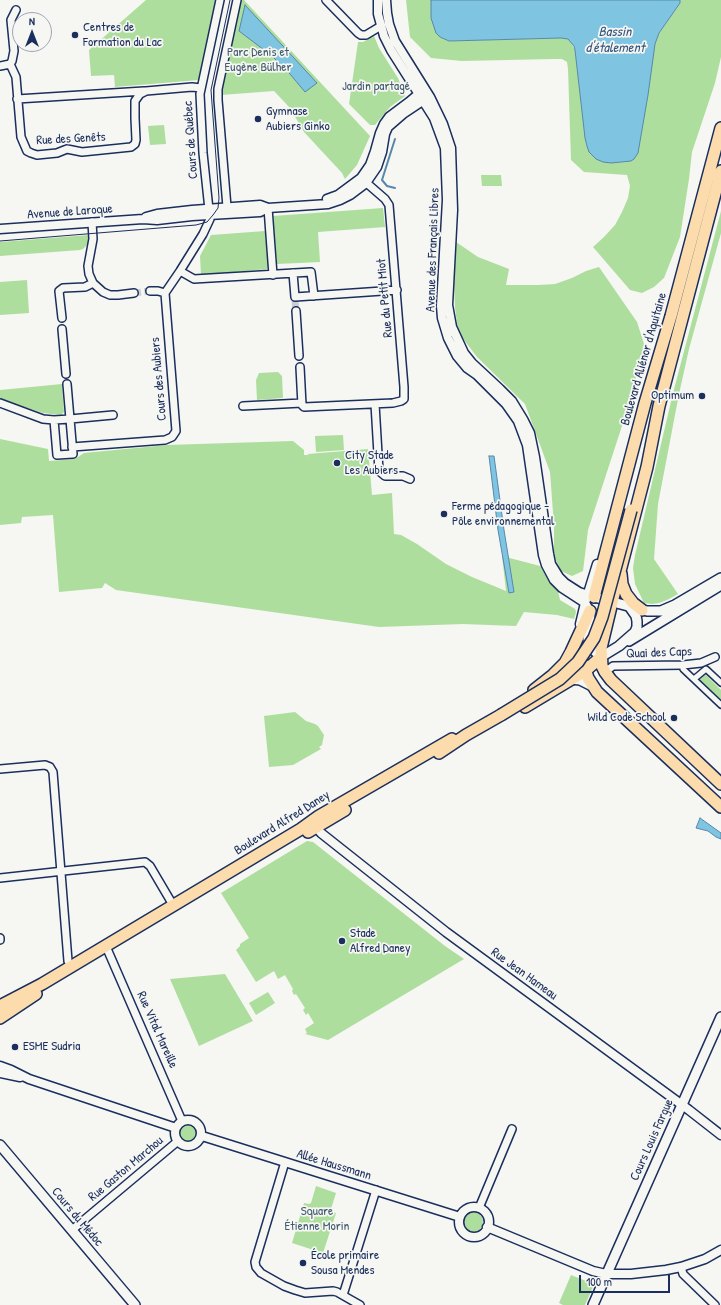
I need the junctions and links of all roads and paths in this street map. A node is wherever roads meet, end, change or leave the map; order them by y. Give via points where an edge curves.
1 (220, 0) edge
2 (237, 0) edge
3 (326, 0) edge
4 (378, 0) edge
5 (386, 0) edge
6 (16, 10) dead end
7 (381, 26) junction
8 (10, 64) junction
9 (0, 66) edge
10 (201, 88) junction
11 (146, 91) junction
12 (422, 91) junction
13 (17, 99) junction
14 (427, 99) junction
15 (721, 128) edge
16 (721, 172) edge
17 (363, 180) junction
18 (227, 207) junction
19 (268, 208) junction
20 (209, 212) junction
21 (221, 215) junction
22 (92, 222) junction
23 (0, 229) edge
24 (180, 271) junction
25 (293, 273) junction
26 (273, 274) junction
27 (93, 283) junction
28 (396, 290) junction
29 (150, 291) tunnel mouth
30 (134, 293) tunnel mouth
31 (165, 293) junction
32 (314, 296) junction
33 (296, 311) tunnel mouth
34 (62, 318) dead end
35 (62, 328) dead end
36 (299, 356) dead end
37 (300, 367) dead end
38 (66, 374) dead end
39 (67, 384) dead end
40 (302, 402) junction
41 (0, 403) edge
42 (376, 404) junction
43 (243, 406) dead end
44 (113, 415) dead end
45 (70, 419) junction
46 (54, 420) junction
47 (656, 421) junction
48 (72, 447) junction
49 (410, 479) dead end
50 (620, 572) junction
51 (721, 578) edge
52 (721, 585) edge
53 (589, 602) junction
54 (612, 602) junction
55 (629, 606) junction
56 (642, 610) junction
57 (619, 646) junction
58 (715, 656) dead end
59 (601, 657) junction
60 (683, 665) junction
61 (585, 671) junction
62 (605, 672) junction
63 (694, 679) junction
64 (567, 682) junction
65 (721, 683) edge
66 (595, 689) junction
67 (721, 705) edge
68 (439, 753) junction
69 (0, 769) edge
70 (375, 784) junction
71 (721, 784) edge
72 (721, 807) edge
73 (305, 826) junction
74 (316, 827) junction
75 (61, 871) junction
76 (0, 878) edge
77 (173, 905) junction
78 (108, 950) junction
79 (71, 966) junction
80 (0, 1006) edge
81 (721, 1017) edge
82 (0, 1018) edge
83 (0, 1066) edge
84 (0, 1073) edge
85 (29, 1079) junction
86 (682, 1105) junction
87 (182, 1121) junction
88 (176, 1128) junction
89 (512, 1129) dead end
90 (721, 1135) edge
91 (202, 1136) junction
92 (178, 1141) junction
93 (0, 1145) edge
94 (285, 1162) junction
95 (376, 1190) junction
96 (479, 1208) junction
97 (460, 1217) junction
98 (487, 1227) junction
99 (72, 1230) junction
100 (721, 1250) edge
101 (681, 1267) junction
102 (606, 1274) junction
103 (343, 1295) junction
104 (135, 1305) edge
105 (360, 1305) edge
106 (593, 1305) edge
107 (715, 1305) edge

1 - 10 street, Cours de Québec
2 - 18 street via 218,89
3 - 7 street via 361,35 366,35
4 - 7 street, Avenue des Français Libres
5 - 12 street, Avenue des Français Libres via 389,24 395,41
6 - 8 street via 11,20 14,51
7 - 12 street, Avenue des Français Libres via 391,50
8 - 9 street
8 - 13 street, Rue des Genêts via 16,77
10 - 11 street
10 - 20 street, Cours de Québec
11 - 13 street
11 - 13 street, Rue des Genêts via 135,101 136,140 131,147 82,152 67,149 55,154 37,154 27,150 21,138
12 - 14 street, Avenue des Français Libres
12 - 17 street, Avenue de Laroque via 389,117 384,124
14 - 17 street, Avenue de Laroque via 388,127 377,167
14 - 53 street, Avenue des Français Libres via 443,124 451,148 453,210 448,305 452,327 464,353 512,401 530,433 551,564 565,583
15 - 53 main road, Boulevard Aliénor d'Aquitaine via 618,507
16 - 47 main road, Boulevard Aliénor d'Aquitaine
17 - 19 street, Avenue de Laroque via 359,189 328,204
17 - 28 street, Rue du Petit Miot via 389,205
18 - 19 street, Avenue de Laroque via 260,205
18 - 20 street, Avenue de Laroque
18 - 21 street
19 - 21 street, Avenue de Laroque via 260,212
19 - 26 street
20 - 21 street, Avenue de Laroque
20 - 22 street, Avenue de Laroque via 157,214 142,219
20 - 24 street via 206,229
22 - 23 street, Avenue de Laroque
22 - 27 street via 93,239 88,266
24 - 26 street via 194,280
24 - 31 street
25 - 26 street
25 - 32 street via 311,272
25 - 32 street via 295,299
27 - 30 street via 110,295
27 - 34 street via 85,287 63,288 59,291
28 - 32 street
28 - 42 street, Rue du Petit Miot via 405,395 404,399 397,402
29 - 31 street
31 - 48 street, Cours des Aubiers via 176,431 172,437 165,440
33 - 36 street
35 - 38 street
37 - 40 street
39 - 45 street
40 - 42 street, Rue du Petit Miot via 307,408
40 - 43 street
41 - 46 street via 43,419
42 - 49 street via 379,471 385,476 403,476
44 - 45 street
45 - 46 street
45 - 48 street
46 - 48 street via 57,455 73,454
47 - 50 main road, Boulevard Aliénor d'Aquitaine
47 - 68 main road, bridge via 599,628 586,650 578,662 560,679
50 - 54 main road, Boulevard Aliénor d'Aquitaine
50 - 56 main road via 626,594 632,603
51 - 56 main road via 668,608 654,612
52 - 57 main road
53 - 54 main road
53 - 59 main road via 589,644
53 - 61 main road via 582,648
53 - 70 main road, Boulevard Alfred Daney via 578,636 559,670 538,687
54 - 55 main road
54 - 59 main road, Boulevard Aliénor d'Aquitaine via 602,640
55 - 56 main road
55 - 57 main road via 636,616 637,627
57 - 59 main road
58 - 60 street, Quai des Caps via 701,663
59 - 61 main road, Boulevard Alfred Daney
59 - 62 main road, Boulevard Aliénor d'Aquitaine
60 - 62 street, Quai des Caps via 613,666
60 - 63 street via 683,669
61 - 64 main road, Boulevard Alfred Daney
61 - 66 main road
62 - 71 main road
63 - 65 street via 706,669
63 - 67 street
64 - 66 street via 580,681
64 - 68 main road, Boulevard Alfred Daney
66 - 72 main road
68 - 74 main road, Boulevard Alfred Daney
69 - 75 street via 45,765 53,772
70 - 73 main road, Boulevard Alfred Daney
70 - 74 street via 320,820
73 - 74 street
73 - 77 main road, Boulevard Alfred Daney
74 - 78 main road, Boulevard Alfred Daney
74 - 86 street, Rue Jean Hameau via 446,932
75 - 76 street
75 - 77 street via 145,862 150,866
75 - 79 street via 68,961
77 - 79 main road, Boulevard Alfred Daney
78 - 82 main road, Boulevard Alfred Daney
78 - 87 street, Rue Vital Mareille
79 - 80 main road, Boulevard Alfred Daney
81 - 86 main road, Cours Louis Fargue
83 - 85 street
84 - 85 street
85 - 88 street
86 - 90 street, Rue Jean Hameau
86 - 102 main road, Cours Louis Fargue
87 - 88 street
87 - 91 street via 191,1119 198,1123
88 - 92 street
89 - 96 street
91 - 92 street via 192,1146 184,1146
91 - 94 street, Allée Haussmann
92 - 99 street, Rue Gaston Marchou
93 - 99 main road, Cours du Médoc
94 - 95 street, Allée Haussmann
94 - 103 street via 255,1262 256,1267 284,1286 295,1290 305,1293 333,1291
95 - 97 street, Allée Haussmann
95 - 103 street
96 - 97 street via 465,1209
96 - 98 street via 488,1218
97 - 98 street via 459,1225 468,1235 477,1236
98 - 102 street
99 - 104 main road, Cours du Médoc
100 - 101 street via 705,1259
101 - 102 street via 651,1273
101 - 107 street via 683,1274
102 - 106 main road, Cours Louis Fargue
103 - 105 street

════

Output the entries above exactly, without their pictures.

**Solution for this exercise**:
I need the junctions and links of all roads and paths in this street map. A node is wherever roads meet, end, change or leave the map; order them by y. Give via points where an edge curves.
1 (220, 0) edge
2 (237, 0) edge
3 (326, 0) edge
4 (378, 0) edge
5 (386, 0) edge
6 (16, 10) dead end
7 (381, 26) junction
8 (10, 64) junction
9 (0, 66) edge
10 (201, 88) junction
11 (146, 91) junction
12 (422, 91) junction
13 (17, 99) junction
14 (427, 99) junction
15 (721, 128) edge
16 (721, 172) edge
17 (363, 180) junction
18 (227, 207) junction
19 (268, 208) junction
20 (209, 212) junction
21 (221, 215) junction
22 (92, 222) junction
23 (0, 229) edge
24 (180, 271) junction
25 (293, 273) junction
26 (273, 274) junction
27 (93, 283) junction
28 (396, 290) junction
29 (150, 291) tunnel mouth
30 (134, 293) tunnel mouth
31 (165, 293) junction
32 (314, 296) junction
33 (296, 311) tunnel mouth
34 (62, 318) dead end
35 (62, 328) dead end
36 (299, 356) dead end
37 (300, 367) dead end
38 (66, 374) dead end
39 (67, 384) dead end
40 (302, 402) junction
41 (0, 403) edge
42 (376, 404) junction
43 (243, 406) dead end
44 (113, 415) dead end
45 (70, 419) junction
46 (54, 420) junction
47 (656, 421) junction
48 (72, 447) junction
49 (410, 479) dead end
50 (620, 572) junction
51 (721, 578) edge
52 (721, 585) edge
53 (589, 602) junction
54 (612, 602) junction
55 (629, 606) junction
56 (642, 610) junction
57 (619, 646) junction
58 (715, 656) dead end
59 (601, 657) junction
60 (683, 665) junction
61 (585, 671) junction
62 (605, 672) junction
63 (694, 679) junction
64 (567, 682) junction
65 (721, 683) edge
66 (595, 689) junction
67 (721, 705) edge
68 (439, 753) junction
69 (0, 769) edge
70 (375, 784) junction
71 (721, 784) edge
72 (721, 807) edge
73 (305, 826) junction
74 (316, 827) junction
75 (61, 871) junction
76 (0, 878) edge
77 (173, 905) junction
78 (108, 950) junction
79 (71, 966) junction
80 (0, 1006) edge
81 (721, 1017) edge
82 (0, 1018) edge
83 (0, 1066) edge
84 (0, 1073) edge
85 (29, 1079) junction
86 (682, 1105) junction
87 (182, 1121) junction
88 (176, 1128) junction
89 (512, 1129) dead end
90 (721, 1135) edge
91 (202, 1136) junction
92 (178, 1141) junction
93 (0, 1145) edge
94 (285, 1162) junction
95 (376, 1190) junction
96 (479, 1208) junction
97 (460, 1217) junction
98 (487, 1227) junction
99 (72, 1230) junction
100 (721, 1250) edge
101 (681, 1267) junction
102 (606, 1274) junction
103 (343, 1295) junction
104 (135, 1305) edge
105 (360, 1305) edge
106 (593, 1305) edge
107 (715, 1305) edge

1 - 10 street, Cours de Québec
2 - 18 street via 218,89
3 - 7 street via 361,35 366,35
4 - 7 street, Avenue des Français Libres
5 - 12 street, Avenue des Français Libres via 389,24 395,41
6 - 8 street via 11,20 14,51
7 - 12 street, Avenue des Français Libres via 391,50
8 - 9 street
8 - 13 street, Rue des Genêts via 16,77
10 - 11 street
10 - 20 street, Cours de Québec
11 - 13 street
11 - 13 street, Rue des Genêts via 135,101 136,140 131,147 82,152 67,149 55,154 37,154 27,150 21,138
12 - 14 street, Avenue des Français Libres
12 - 17 street, Avenue de Laroque via 389,117 384,124
14 - 17 street, Avenue de Laroque via 388,127 377,167
14 - 53 street, Avenue des Français Libres via 443,124 451,148 453,210 448,305 452,327 464,353 512,401 530,433 551,564 565,583
15 - 53 main road, Boulevard Aliénor d'Aquitaine via 618,507
16 - 47 main road, Boulevard Aliénor d'Aquitaine
17 - 19 street, Avenue de Laroque via 359,189 328,204
17 - 28 street, Rue du Petit Miot via 389,205
18 - 19 street, Avenue de Laroque via 260,205
18 - 20 street, Avenue de Laroque
18 - 21 street
19 - 21 street, Avenue de Laroque via 260,212
19 - 26 street
20 - 21 street, Avenue de Laroque
20 - 22 street, Avenue de Laroque via 157,214 142,219
20 - 24 street via 206,229
22 - 23 street, Avenue de Laroque
22 - 27 street via 93,239 88,266
24 - 26 street via 194,280
24 - 31 street
25 - 26 street
25 - 32 street via 311,272
25 - 32 street via 295,299
27 - 30 street via 110,295
27 - 34 street via 85,287 63,288 59,291
28 - 32 street
28 - 42 street, Rue du Petit Miot via 405,395 404,399 397,402
29 - 31 street
31 - 48 street, Cours des Aubiers via 176,431 172,437 165,440
33 - 36 street
35 - 38 street
37 - 40 street
39 - 45 street
40 - 42 street, Rue du Petit Miot via 307,408
40 - 43 street
41 - 46 street via 43,419
42 - 49 street via 379,471 385,476 403,476
44 - 45 street
45 - 46 street
45 - 48 street
46 - 48 street via 57,455 73,454
47 - 50 main road, Boulevard Aliénor d'Aquitaine
47 - 68 main road, bridge via 599,628 586,650 578,662 560,679
50 - 54 main road, Boulevard Aliénor d'Aquitaine
50 - 56 main road via 626,594 632,603
51 - 56 main road via 668,608 654,612
52 - 57 main road
53 - 54 main road
53 - 59 main road via 589,644
53 - 61 main road via 582,648
53 - 70 main road, Boulevard Alfred Daney via 578,636 559,670 538,687
54 - 55 main road
54 - 59 main road, Boulevard Aliénor d'Aquitaine via 602,640
55 - 56 main road
55 - 57 main road via 636,616 637,627
57 - 59 main road
58 - 60 street, Quai des Caps via 701,663
59 - 61 main road, Boulevard Alfred Daney
59 - 62 main road, Boulevard Aliénor d'Aquitaine
60 - 62 street, Quai des Caps via 613,666
60 - 63 street via 683,669
61 - 64 main road, Boulevard Alfred Daney
61 - 66 main road
62 - 71 main road
63 - 65 street via 706,669
63 - 67 street
64 - 66 street via 580,681
64 - 68 main road, Boulevard Alfred Daney
66 - 72 main road
68 - 74 main road, Boulevard Alfred Daney
69 - 75 street via 45,765 53,772
70 - 73 main road, Boulevard Alfred Daney
70 - 74 street via 320,820
73 - 74 street
73 - 77 main road, Boulevard Alfred Daney
74 - 78 main road, Boulevard Alfred Daney
74 - 86 street, Rue Jean Hameau via 446,932
75 - 76 street
75 - 77 street via 145,862 150,866
75 - 79 street via 68,961
77 - 79 main road, Boulevard Alfred Daney
78 - 82 main road, Boulevard Alfred Daney
78 - 87 street, Rue Vital Mareille
79 - 80 main road, Boulevard Alfred Daney
81 - 86 main road, Cours Louis Fargue
83 - 85 street
84 - 85 street
85 - 88 street
86 - 90 street, Rue Jean Hameau
86 - 102 main road, Cours Louis Fargue
87 - 88 street
87 - 91 street via 191,1119 198,1123
88 - 92 street
89 - 96 street
91 - 92 street via 192,1146 184,1146
91 - 94 street, Allée Haussmann
92 - 99 street, Rue Gaston Marchou
93 - 99 main road, Cours du Médoc
94 - 95 street, Allée Haussmann
94 - 103 street via 255,1262 256,1267 284,1286 295,1290 305,1293 333,1291
95 - 97 street, Allée Haussmann
95 - 103 street
96 - 97 street via 465,1209
96 - 98 street via 488,1218
97 - 98 street via 459,1225 468,1235 477,1236
98 - 102 street
99 - 104 main road, Cours du Médoc
100 - 101 street via 705,1259
101 - 102 street via 651,1273
101 - 107 street via 683,1274
102 - 106 main road, Cours Louis Fargue
103 - 105 street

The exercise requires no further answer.